Franck's did hold that compounding created "new
animal drugs," that the FDA could distinguish between
manufacturing and compounding, and that the FDA could regulate the
former. But the FDA's authority is restricted to the power to
curb abuses. By asserting authority to enjoin a pharmacy from
traditional pharmacy compounding in compliance with state law,
Franck's held, "the FDA overreaches."
Conclusion
Despite the recent efforts of courts to regularize the federal law
of compounding, the law remains very much in flux. Medical
Center Pharmacy did not resurrect §503A nationwide.
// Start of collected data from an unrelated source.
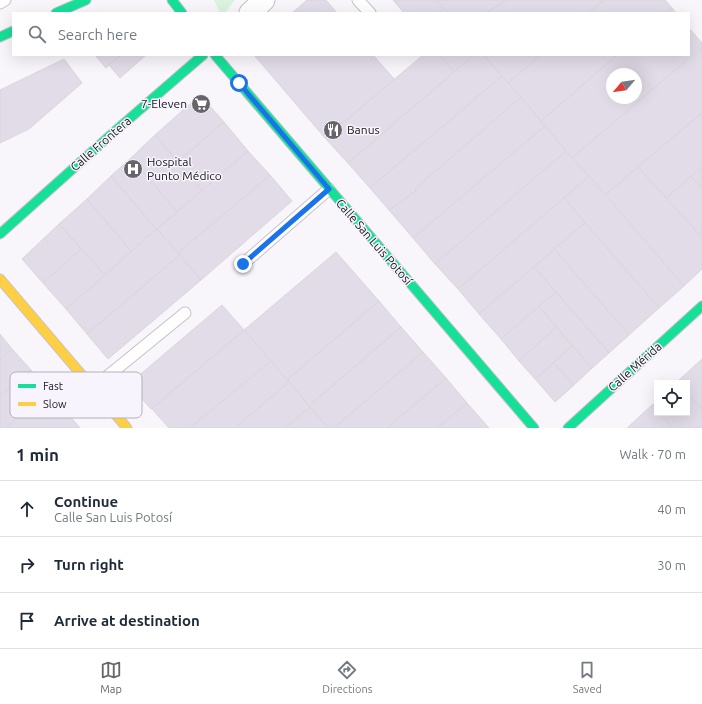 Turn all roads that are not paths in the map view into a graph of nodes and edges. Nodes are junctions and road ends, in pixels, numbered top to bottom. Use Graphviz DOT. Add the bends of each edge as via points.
graph roads {
  1 [pos="5,0"];
  2 [pos="86,0"];
  3 [pos="172,0"];
  4 [pos="264,0"];
  5 [pos="358,0"];
  6 [pos="0,2"];
  7 [pos="58,12"];
  8 [pos="181,12"];
  9 [pos="251,12"];
  10 [pos="369,12"];
  11 [pos="12,31"];
  12 [pos="0,37"];
  13 [pos="202,56"];
  14 [pos="216,56"];
  15 [pos="329,189"];
  16 [pos="0,234"];
  17 [pos="243,264"];
  18 [pos="0,279"];
  19 [pos="702,306"];
  20 [pos="185,314"];
  21 [pos="79,372"];
  22 [pos="113,372"];
  23 [pos="118,418"];
  24 [pos="127,428"];
  25 [pos="534,428"];
  26 [pos="568,428"];
  1 -- 6 [label="lane"];
  2 -- 7 [label="main road"];
  3 -- 8 [label="main road"];
  4 -- 9 [label="street"];
  5 -- 10 [label="lane"];
  11 -- 12 [label="main road"];
  13 -- 16 [label="main road, Calle Frontera"];
  14 -- 15 [label="main road, Calle San Luis Potosí"];
  15 -- 17 [label="lane"];
  15 -- 25 [label="main road, Calle San Luis Potosí"];
  18 -- 21 [label="main road"];
  19 -- 26 [label="main road, Calle Mérida"];
  20 -- 22 [label="lane"];
  23 -- 24 [label="main road"];
} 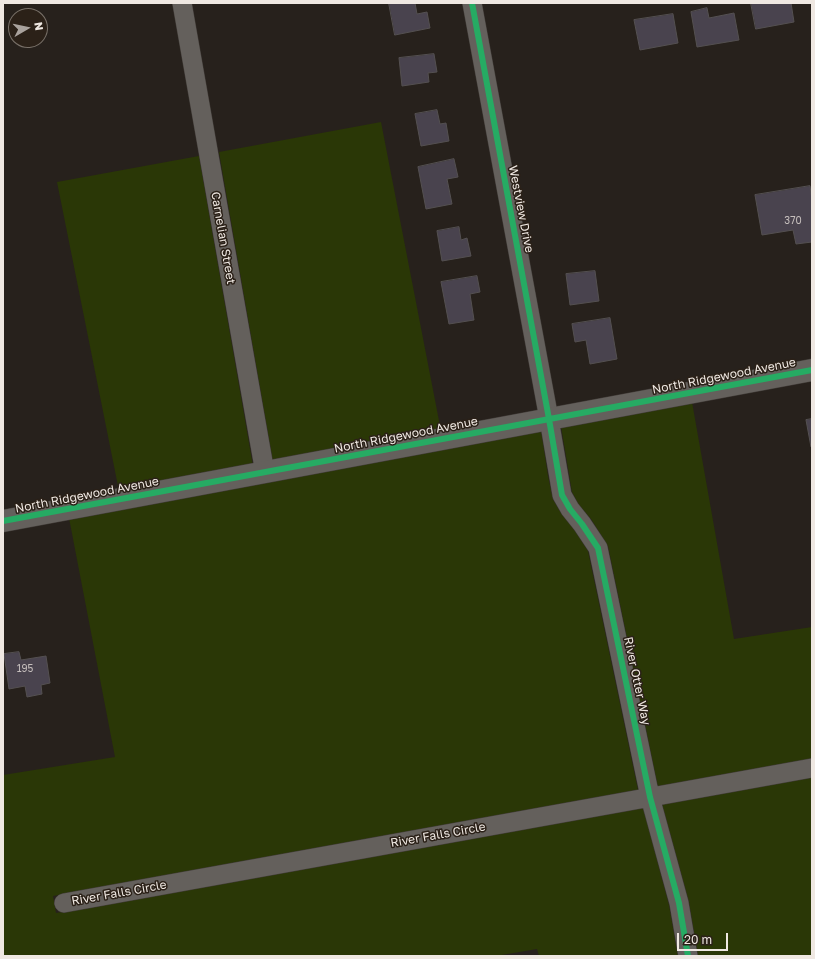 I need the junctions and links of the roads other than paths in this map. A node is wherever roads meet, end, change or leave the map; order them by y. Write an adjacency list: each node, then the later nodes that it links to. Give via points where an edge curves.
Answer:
1 (182, 3): 5 (street, Carnelian Street)
2 (476, 4): 4 (street, Westview Drive)
3 (812, 370): 4 (street, North Ridgewood Avenue)
4 (550, 419): 5 (street, North Ridgewood Avenue); 8 (street, River Otter Way, via 562,495 598,548)
5 (264, 473): 6 (street, North Ridgewood Avenue)
6 (3, 521)
7 (812, 768): 8 (street, River Falls Circle)
8 (650, 797): 9 (street, River Falls Circle); 10 (street, River Otter Way, via 679,903)
9 (64, 903)
10 (688, 956)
Rather, the case created a circuit split, and the FDA's
published position is that it will follow only Medical Center
Pharmacy in the Fifth Circuit. The Franck's
decision was issued by a district court, and it remains subject to
appeal.
Franck's, if appealed, creates an important
battlefield, and should be followed closely. The
Franck's holding—if
upheld—supports the conclusion that pharmacy compounding
has always been legal and is not a sin permitted at the sufferance
of federal regulators.
Footnotes
1. FDA Consumer Health Information, The Special Risks of Pharmacy Compounding (May 31, 2007).
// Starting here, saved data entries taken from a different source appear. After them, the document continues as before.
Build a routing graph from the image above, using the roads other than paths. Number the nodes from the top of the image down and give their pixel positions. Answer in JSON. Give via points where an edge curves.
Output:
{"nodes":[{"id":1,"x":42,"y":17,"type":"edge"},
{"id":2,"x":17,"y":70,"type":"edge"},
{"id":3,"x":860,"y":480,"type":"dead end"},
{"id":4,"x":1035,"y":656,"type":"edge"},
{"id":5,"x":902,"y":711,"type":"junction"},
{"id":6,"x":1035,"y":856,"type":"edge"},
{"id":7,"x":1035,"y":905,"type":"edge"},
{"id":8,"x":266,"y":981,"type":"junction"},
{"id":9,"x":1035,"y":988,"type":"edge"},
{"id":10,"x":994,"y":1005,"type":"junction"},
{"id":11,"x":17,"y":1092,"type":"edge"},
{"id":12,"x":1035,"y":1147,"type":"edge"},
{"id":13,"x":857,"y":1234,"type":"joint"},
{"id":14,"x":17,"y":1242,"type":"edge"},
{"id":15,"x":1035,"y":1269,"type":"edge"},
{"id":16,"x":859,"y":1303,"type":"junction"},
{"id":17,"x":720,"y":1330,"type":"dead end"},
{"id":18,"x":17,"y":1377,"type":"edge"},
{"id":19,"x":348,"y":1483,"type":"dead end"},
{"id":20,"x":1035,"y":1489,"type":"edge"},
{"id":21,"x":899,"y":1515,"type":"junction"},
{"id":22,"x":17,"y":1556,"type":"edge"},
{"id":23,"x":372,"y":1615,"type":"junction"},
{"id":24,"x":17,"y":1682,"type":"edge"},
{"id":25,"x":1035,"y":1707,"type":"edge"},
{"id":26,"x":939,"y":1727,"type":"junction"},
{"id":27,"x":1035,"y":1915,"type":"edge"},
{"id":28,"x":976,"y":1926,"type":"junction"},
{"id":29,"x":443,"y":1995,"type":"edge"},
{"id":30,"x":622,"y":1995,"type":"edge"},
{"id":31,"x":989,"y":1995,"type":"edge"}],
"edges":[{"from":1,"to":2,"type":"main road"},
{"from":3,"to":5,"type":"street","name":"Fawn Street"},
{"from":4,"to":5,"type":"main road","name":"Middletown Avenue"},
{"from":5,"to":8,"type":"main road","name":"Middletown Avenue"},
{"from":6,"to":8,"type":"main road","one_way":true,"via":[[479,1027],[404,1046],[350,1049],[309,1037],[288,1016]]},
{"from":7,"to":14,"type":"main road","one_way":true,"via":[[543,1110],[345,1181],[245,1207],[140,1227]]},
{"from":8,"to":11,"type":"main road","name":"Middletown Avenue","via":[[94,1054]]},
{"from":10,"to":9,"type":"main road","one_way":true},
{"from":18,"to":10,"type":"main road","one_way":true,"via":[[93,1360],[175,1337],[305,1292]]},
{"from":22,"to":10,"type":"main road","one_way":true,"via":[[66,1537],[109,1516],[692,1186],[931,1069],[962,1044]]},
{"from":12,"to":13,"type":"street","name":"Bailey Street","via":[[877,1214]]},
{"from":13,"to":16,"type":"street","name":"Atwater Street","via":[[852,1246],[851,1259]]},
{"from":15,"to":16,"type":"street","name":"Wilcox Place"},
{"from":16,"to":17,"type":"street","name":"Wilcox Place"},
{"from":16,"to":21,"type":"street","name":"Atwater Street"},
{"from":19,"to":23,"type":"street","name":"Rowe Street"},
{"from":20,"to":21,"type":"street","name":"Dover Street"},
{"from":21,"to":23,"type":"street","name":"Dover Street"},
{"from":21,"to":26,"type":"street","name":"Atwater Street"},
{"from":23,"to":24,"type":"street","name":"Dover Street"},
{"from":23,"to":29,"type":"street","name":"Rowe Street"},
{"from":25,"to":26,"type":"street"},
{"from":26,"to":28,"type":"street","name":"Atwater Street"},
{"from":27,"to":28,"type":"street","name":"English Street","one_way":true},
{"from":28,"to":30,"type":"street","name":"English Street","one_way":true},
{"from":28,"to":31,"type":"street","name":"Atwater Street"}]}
2. Medical Center Pharmacy v. Mukasey, 536 F.3d 383, 400 (5th Cir. 2005); accord United States v. Franck's Lab, Inc., Case No. 5:10-cv-147-Oc-32TBS (M.D. Fla., Sept. 12, 2011).
3. Pastner, Bruce M.D., J.D., Pharmacy Compounding of Bioidentical Hormone Replacement Therapy (BHRT): A Proposed New Approach to Justify FDA Regulation of These Prescription Drugs at 9.
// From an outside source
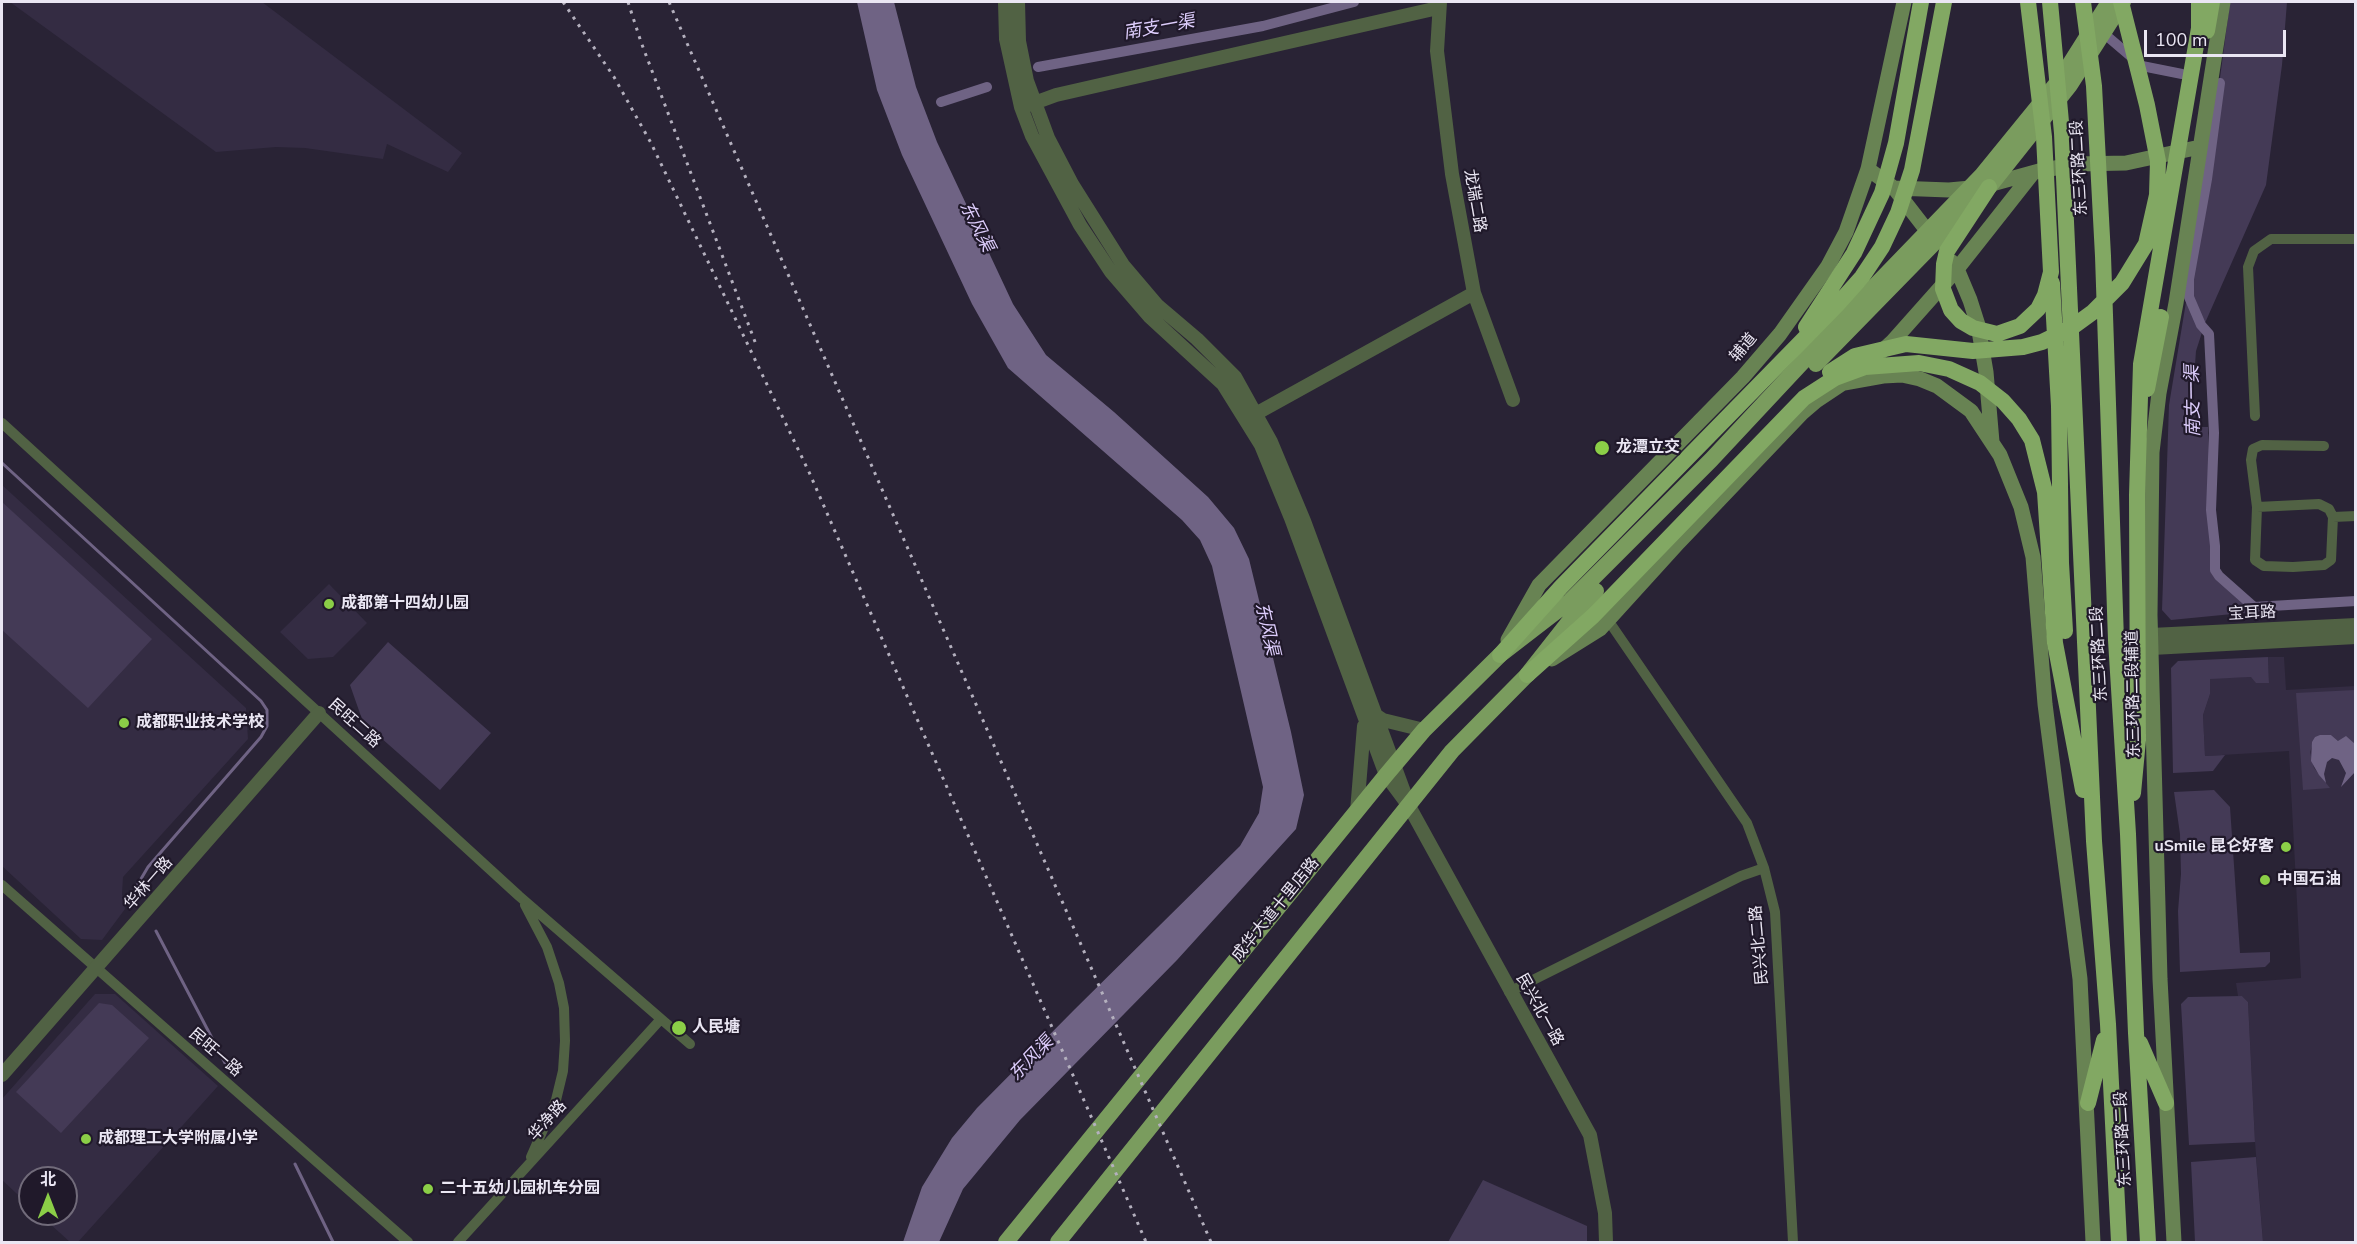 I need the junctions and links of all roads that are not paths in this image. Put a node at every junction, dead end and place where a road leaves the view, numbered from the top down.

4. FDA Consumer Health Information, The Special Risks of Pharmacy Compounding (May 31, 2007).
5. Thompson v. Western States, 535 U.S. 357, 369 (2002).
6. Medical Center Pharmacy, 536 F.3d at 389.
7. Western States, 535 U.S. at 362. This did not mean, however, that the FDA had no role in regulating pharmacies. For example, in 1948, the Supreme Court upheld the conviction of a pharmacist who sold medicine in violation of federal labeling requirements. United States v. Sullivan, 332 U.S. 689 (1948).
8. http://www.fda.gov/Drugs/GuidanceComplianceRegulatoryInformation/PharmacyCompounding/ucm204237.htm
9. http://www.fda.gov/ForConsumers/ConsumerUpdates/ucm107836.htm, http://www.fda.gov/Drugs/GuidanceComplianceRegulatoryInformation/PharmacyCompounding/ucm238590.htm
10. Western States Medical Center v. Shalala, 238 F.3d 1090 (9th Cir. 2001).
- 11. 21 C.F.R. §§ 14.100(c)(18), 216.24.
12. This language is taken from a warning letter that is highlighted on the FDA's web site. The FDA took a similar position before the Fifth Circuit while litigating Medical Center Pharmacy.
13. United States v. 9/1 KG. Containers, 854 F.2d 173, 174 (7th Cir. 1988).
- 14. Codified at §512(a)(4), (5) of the Food, Drug, and Cosmetic Act.
15. 21 C.F.R. § 530.13.
16. 61 Fed. Reg. 25108 (May 17, 1996); 61 Fed. Reg. 57740 (Nov. 7, 1996).
17. United States v. Algon Chemical Inc., 879 F.2d 1154 (3rd Cir., 1989); 9/1 KG. Containers, 854 F.2d 173 (7th Cir. 1988).
18. Generally, drugs must be labeled to provide patients with "adequate directions for use." FDCA, §502(f). There is an exception for bulk drugs that are shipped to manufacturers named in an approved application. 21 C.F.R. §201.122. However, compounders do not hold such approvals, and the courts held that compounders therefore do not qualify for the exception.
19. United States v. Franck's Lab, Inc., Case No. 5:10-cv-147-Oc-32TBS (M.D. Fla., Sept. 12, 2011).